Regulators are asleep at the wheel. This entire category of 'technology' should have been snuffed out years ago for the good of us all. Now, look around us as GPUs and other chips are out of stock, cities face blackouts due to coin mining, and the major use of these coins is to fuel ransomware attacks that take down critical infrastructure.
All entirely pointless - or even outright negative - activity.
No, much different, in a Ponzi scheme you're fraudulently claiming that the high returns you're delivering your old investors are real, and result from your investing acumen, when in fact they aren't real, they're just money from new investors that was never invested in the first place.
This is more like if you bought a lot of dollar bills that were 75% backed by gold and %25 backed by Dogecoin. They are comparable in that both keep working as long as no one tries to cash out, and money keeps coming in.
No, much different, in a Ponzi scheme you're fraudulently claiming that the high returns you're delivering your old investors are real, and result from your investing acumen, when in fact they aren't real, they're just money from new investors that was never invested in the first place.

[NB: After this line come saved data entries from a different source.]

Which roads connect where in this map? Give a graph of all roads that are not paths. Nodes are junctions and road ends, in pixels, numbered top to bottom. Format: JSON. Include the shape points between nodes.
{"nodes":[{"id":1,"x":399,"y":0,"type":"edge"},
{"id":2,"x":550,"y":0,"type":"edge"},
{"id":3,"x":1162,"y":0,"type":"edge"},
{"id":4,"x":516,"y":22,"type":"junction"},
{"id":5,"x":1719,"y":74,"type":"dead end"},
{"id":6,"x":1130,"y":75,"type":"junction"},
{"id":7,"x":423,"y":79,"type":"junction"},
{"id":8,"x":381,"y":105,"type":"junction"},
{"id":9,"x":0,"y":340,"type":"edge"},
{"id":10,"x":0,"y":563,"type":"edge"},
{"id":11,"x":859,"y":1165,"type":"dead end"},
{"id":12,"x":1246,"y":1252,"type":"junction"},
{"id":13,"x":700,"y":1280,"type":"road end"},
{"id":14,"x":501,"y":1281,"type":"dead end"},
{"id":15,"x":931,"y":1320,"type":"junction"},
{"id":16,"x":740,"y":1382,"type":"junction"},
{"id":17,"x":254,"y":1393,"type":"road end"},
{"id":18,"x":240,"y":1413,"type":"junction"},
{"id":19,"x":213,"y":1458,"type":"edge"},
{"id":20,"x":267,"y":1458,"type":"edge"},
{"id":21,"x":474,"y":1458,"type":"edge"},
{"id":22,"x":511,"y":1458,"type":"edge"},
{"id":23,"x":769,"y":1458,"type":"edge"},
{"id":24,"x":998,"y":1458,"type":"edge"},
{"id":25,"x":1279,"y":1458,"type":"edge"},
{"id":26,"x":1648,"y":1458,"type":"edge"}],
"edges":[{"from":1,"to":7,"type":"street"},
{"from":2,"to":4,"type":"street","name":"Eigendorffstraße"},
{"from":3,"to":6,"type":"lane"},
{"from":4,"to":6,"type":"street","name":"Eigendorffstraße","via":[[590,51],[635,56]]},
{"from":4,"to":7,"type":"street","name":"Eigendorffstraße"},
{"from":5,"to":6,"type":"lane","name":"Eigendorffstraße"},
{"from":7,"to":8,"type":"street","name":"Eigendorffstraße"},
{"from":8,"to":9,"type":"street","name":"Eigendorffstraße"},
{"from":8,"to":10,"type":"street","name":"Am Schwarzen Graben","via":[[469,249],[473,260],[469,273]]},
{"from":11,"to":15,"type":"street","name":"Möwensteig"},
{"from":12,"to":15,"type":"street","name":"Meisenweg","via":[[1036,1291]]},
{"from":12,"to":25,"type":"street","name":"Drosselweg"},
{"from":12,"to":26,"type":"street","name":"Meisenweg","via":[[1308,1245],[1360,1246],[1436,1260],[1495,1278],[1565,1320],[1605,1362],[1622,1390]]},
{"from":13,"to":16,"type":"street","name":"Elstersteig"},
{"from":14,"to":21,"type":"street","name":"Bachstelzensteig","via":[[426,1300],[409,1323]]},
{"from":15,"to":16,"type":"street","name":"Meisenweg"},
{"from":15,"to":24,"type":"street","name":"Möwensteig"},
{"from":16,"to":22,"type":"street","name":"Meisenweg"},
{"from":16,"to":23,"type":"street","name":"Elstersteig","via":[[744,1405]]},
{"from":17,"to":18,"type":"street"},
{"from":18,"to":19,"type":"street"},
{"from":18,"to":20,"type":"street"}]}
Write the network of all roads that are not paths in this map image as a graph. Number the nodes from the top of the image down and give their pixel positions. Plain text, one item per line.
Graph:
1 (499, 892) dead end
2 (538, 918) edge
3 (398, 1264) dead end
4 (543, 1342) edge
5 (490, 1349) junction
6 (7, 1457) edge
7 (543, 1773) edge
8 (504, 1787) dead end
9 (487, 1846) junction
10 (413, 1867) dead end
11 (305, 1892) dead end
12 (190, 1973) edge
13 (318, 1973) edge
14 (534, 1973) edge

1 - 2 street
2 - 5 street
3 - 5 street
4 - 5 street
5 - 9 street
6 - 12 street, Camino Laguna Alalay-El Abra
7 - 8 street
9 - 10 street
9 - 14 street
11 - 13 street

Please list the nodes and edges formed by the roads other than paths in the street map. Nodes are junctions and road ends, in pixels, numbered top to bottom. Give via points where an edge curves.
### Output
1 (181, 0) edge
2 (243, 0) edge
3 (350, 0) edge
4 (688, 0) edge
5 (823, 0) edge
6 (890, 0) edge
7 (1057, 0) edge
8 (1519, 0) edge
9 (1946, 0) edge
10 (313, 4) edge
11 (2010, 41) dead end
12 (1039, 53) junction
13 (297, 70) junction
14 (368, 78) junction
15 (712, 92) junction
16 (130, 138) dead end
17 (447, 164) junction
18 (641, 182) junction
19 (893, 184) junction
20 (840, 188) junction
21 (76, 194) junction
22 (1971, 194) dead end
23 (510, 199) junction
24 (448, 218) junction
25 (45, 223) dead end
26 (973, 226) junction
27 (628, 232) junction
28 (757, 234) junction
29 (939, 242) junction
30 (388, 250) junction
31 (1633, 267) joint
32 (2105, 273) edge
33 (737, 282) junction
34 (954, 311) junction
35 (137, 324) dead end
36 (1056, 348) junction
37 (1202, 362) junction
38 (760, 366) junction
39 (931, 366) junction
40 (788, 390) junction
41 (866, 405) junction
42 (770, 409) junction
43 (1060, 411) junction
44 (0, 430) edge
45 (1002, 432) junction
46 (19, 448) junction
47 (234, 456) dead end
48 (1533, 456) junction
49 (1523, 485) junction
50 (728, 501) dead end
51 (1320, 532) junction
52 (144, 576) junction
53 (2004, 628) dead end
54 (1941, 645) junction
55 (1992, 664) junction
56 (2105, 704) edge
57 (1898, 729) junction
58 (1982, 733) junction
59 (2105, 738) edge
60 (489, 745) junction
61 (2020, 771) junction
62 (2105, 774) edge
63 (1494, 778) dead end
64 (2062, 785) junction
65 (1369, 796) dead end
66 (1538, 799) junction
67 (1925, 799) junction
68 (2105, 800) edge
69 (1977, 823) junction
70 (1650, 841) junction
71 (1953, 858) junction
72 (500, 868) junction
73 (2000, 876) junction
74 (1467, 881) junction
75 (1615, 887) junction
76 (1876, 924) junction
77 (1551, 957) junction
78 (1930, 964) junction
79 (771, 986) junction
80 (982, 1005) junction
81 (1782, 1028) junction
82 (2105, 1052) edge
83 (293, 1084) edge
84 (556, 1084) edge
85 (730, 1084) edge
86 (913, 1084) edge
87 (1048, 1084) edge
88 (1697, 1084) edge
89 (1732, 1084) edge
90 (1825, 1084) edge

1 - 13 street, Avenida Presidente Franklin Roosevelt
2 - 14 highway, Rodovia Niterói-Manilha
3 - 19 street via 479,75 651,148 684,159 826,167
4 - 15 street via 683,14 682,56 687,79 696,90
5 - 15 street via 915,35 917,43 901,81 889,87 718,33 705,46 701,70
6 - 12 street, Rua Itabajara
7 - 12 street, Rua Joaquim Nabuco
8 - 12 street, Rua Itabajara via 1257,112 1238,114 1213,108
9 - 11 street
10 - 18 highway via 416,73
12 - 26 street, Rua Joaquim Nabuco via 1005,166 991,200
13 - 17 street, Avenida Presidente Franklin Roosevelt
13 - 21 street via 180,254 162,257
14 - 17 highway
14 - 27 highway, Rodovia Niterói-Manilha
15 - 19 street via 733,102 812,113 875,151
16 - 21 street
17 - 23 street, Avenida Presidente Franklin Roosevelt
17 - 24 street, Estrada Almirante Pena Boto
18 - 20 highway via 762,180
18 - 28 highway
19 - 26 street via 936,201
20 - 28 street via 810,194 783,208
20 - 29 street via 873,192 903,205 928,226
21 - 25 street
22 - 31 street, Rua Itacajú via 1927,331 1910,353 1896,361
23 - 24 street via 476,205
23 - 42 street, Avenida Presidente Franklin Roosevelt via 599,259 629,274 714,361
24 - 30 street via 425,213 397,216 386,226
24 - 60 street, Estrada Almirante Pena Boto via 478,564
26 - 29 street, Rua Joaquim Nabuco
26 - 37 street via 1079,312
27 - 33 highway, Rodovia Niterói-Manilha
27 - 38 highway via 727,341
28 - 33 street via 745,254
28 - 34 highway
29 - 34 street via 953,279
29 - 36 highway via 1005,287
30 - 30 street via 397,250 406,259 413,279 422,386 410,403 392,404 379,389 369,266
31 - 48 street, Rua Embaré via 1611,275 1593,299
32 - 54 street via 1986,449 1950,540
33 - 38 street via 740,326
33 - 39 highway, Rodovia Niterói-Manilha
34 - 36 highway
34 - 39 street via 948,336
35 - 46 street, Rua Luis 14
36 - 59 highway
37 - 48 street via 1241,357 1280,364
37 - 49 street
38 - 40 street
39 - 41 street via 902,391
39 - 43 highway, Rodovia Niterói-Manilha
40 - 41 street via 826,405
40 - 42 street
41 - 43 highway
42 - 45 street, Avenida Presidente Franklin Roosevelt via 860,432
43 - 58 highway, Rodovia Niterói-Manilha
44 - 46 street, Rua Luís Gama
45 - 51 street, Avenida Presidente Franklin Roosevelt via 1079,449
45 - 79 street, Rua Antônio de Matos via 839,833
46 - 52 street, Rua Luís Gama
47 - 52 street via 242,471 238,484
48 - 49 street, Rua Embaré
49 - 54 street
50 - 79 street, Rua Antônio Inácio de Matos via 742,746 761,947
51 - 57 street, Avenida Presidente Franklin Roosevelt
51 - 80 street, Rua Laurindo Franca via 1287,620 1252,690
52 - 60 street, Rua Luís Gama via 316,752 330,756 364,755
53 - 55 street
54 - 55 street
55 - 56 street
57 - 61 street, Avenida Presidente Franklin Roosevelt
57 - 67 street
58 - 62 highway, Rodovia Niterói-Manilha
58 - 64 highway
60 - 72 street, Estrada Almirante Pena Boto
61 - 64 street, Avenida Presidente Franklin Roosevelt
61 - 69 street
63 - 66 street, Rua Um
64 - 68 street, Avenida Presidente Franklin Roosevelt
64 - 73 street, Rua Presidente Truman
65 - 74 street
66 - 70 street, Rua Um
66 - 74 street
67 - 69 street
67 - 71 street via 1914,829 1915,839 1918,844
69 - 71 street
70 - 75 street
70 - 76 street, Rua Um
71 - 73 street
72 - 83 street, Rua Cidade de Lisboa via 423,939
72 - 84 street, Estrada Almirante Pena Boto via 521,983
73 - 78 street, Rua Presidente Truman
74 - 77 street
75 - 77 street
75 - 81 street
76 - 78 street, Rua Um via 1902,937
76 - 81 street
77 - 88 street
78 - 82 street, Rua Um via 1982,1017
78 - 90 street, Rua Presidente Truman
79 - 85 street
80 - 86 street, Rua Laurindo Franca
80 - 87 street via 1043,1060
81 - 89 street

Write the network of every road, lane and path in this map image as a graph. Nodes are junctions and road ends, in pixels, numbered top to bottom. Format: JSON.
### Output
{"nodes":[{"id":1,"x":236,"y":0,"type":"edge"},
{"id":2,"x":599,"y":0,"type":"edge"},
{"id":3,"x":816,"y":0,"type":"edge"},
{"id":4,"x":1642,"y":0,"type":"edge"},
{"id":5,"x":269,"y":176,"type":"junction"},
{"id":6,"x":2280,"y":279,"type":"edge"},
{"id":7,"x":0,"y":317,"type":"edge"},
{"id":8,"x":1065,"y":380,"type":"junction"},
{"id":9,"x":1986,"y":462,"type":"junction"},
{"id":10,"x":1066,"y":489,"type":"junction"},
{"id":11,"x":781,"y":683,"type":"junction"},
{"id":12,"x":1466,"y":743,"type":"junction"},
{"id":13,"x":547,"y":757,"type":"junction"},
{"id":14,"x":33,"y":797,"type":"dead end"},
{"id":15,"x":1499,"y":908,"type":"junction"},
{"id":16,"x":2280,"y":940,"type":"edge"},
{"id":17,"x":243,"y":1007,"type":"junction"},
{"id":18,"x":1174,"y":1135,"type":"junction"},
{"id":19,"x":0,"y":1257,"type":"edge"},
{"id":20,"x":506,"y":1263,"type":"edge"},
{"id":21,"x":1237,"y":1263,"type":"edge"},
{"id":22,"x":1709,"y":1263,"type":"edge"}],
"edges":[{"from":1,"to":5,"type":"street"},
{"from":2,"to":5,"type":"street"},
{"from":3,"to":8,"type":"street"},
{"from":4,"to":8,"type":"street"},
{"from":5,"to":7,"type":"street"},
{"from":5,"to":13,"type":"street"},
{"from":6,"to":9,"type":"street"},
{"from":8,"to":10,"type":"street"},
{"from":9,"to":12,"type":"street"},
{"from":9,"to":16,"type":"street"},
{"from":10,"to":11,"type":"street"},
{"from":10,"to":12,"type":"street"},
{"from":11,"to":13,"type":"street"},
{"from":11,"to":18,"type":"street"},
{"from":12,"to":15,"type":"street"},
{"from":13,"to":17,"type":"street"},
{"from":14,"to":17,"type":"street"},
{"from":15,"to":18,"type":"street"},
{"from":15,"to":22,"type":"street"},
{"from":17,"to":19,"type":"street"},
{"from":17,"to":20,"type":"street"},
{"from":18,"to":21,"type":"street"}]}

A Ponzi-scheme is a specific type of scam, it's not a generic word for any kind of unsustainable investment or scam.
This whole thread looks like someone saying "No, a boat is not a car" and the other going "but it does have an engine, right? It's a car. Let's not argue semantics"
To be charitable, I think it’s more likely that this is an entire area where regulation hasn’t caught up so we don’t have any common names available.
These coins are ponzi-like in that only the earliest of adopters have any chance and only if they know enough to get currency out without hitting an inflection point that brings down the whole thing. But that’s where the similarity ends - the mechanism is different, they don’t operate like a Bernie Madoff and they’re honest about the whole process.
This is something else and while it’s Ponzi-like, it’s a different beast. I don’t think there’s anything particularly wrong with expanding the definition of Ponzi scheme for now, just so we have something to educate some irrationally exuberant retail investors…
To program one you need to think about all the edge cases. The programmers here likely did want >0 here. The possibility that the thing feeding price data return zero incorrectly was higher than the price legitimately being zero in their minds.
There is no court or lawyer who can interpret the spirit of the contract.